It’s the bottom of the 8th; your team is down by one run on the road. The opponent is threatening with men on the corners and one out. Your 4-5-6 hitters are due up in the top of the ninth, keep the deficit at one and you’ve got a punchers chance. A three run home run later, the game is out of reach. The Boston Red Sox faced almost this exact scenario a few nights ago while playing the Detroit Tigers. The Red Sox lost that game. Julian Tavarez gave up a three run home run to Magglio Ordonez that quickly put the game on ice. But it wasn’t Julian’s fault. Or Magglios’, or Varitek’s, or anyone’s fault.
The closer is a relatively new “position” in baseball history. Someone realized that having a pitcher at the end of close games was very valuable in winning games. Eventually the save was invented to reward these end of the game specialists. Whether you agree with the save stat or not it is undeniably a huge part of the game today. When bullpens are struggling it is often because they “lack that end of the game guy” or “they’re going with the closer by committee”. The Red Sox lost that game in Detroit not because they don’t have a legit closer (Papelbon) but because they refused to use him in a “non-save situation”. Ludicrous.
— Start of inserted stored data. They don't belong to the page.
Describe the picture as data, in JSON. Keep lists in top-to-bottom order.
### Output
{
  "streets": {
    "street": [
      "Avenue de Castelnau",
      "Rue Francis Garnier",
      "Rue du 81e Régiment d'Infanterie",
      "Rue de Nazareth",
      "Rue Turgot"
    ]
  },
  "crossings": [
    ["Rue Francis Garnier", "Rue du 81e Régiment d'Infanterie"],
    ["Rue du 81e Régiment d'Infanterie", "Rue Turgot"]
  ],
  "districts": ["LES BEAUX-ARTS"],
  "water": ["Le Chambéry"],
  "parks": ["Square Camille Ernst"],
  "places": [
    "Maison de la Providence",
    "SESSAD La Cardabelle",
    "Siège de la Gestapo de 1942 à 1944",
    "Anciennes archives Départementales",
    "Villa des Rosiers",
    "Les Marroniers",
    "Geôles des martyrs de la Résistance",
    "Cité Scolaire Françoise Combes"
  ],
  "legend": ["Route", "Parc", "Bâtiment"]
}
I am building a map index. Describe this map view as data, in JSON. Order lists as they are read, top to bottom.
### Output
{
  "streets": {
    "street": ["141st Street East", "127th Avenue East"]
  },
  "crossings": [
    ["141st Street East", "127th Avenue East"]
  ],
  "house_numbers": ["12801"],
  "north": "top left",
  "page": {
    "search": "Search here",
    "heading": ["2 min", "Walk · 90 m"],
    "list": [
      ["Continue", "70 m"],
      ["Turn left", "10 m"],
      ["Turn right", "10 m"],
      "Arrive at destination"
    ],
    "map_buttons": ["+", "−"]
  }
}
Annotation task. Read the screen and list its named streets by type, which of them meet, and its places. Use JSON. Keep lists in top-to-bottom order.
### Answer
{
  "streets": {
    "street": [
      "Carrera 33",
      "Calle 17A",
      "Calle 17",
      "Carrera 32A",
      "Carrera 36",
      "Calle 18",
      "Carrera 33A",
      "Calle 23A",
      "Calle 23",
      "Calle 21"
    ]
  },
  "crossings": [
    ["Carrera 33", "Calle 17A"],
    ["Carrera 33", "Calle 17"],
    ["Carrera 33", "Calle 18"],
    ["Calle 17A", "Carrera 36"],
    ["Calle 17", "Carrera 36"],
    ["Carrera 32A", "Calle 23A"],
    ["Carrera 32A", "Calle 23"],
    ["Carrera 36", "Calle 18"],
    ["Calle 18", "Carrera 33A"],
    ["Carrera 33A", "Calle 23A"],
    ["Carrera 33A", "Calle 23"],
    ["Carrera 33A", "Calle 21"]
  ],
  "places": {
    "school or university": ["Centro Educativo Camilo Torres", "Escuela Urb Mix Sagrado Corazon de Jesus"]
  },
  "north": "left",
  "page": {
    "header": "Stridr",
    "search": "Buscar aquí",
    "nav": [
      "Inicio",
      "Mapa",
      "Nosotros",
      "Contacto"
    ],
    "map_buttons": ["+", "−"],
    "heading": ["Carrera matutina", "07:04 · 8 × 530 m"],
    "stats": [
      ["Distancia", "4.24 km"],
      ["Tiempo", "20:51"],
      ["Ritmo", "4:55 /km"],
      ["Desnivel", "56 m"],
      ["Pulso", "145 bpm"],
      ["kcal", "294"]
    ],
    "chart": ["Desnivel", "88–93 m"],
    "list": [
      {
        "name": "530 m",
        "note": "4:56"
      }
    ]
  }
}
Picture the same scenario as above. Men on the corners with one out, you’re down by one, and you have some power due up next inning. It is completely asinine to think that this is not a game saving situation. Your best reliever this season has been Jon Papelbon, lights out, striking out guys, getting infield pop-ups, he has been untouchable all season long. As manager it is your job to maximize your chances to win every game. Bringing in Papelbon in the *gasp* 8th inning and keeping the game within reach maximizes your chances to win. Period. Terry Francona is by no means totally responsible for this decision, or lack there of. He is just the most recent in a long line of managers following the ideology and mentality of baseball today. “This isn’t a save situation? I am not going to even think of my closer”.
Let’s look at this from a different perspective. You are the manager of a team. You are up by one in the 8th and the bases are loaded. Your team is up and it is the bottom third of your lineup. You have a very good pinch hitter sitting on the bench. This is a no brainer, you clearly pinch hit to try and score some insurance runs. This gives you the best chance to win. Why is this not true of bullpens and particularly closers? In my mind any critical late (after the 7th inning) game circumstance, leading or trailing, involving your bullpen should go to your ace closer. Maybe I am crazy and would have my closer appear in 80 games and only have 30 saves. But I do think that Papelbon would’ve kept that lead at one. Save be damned.
The game today is driven by numbers. With all the media coverage, a myriad of sports writers, and the ESPN nation, numbers are thrown at us from all directions. We all want the next home run champ, Cy Young winner, MVP, or next all time great player. In a perfect world managers should be immune to this but that is impossible. If it was possible then Francona would have put Papelbon in and who knows, maybe they go into the 9th down by only one run. The save probably needs to be re-thought and maybe even broadened. Setup men get nothing and probably face as many “game saving” situations as the closer does.
As a manager it is your job to maximize your chances of winning. If bringing in your closer in the 8th inning while trailing, to preserve your chance to win the game will do that, then you should without question do it.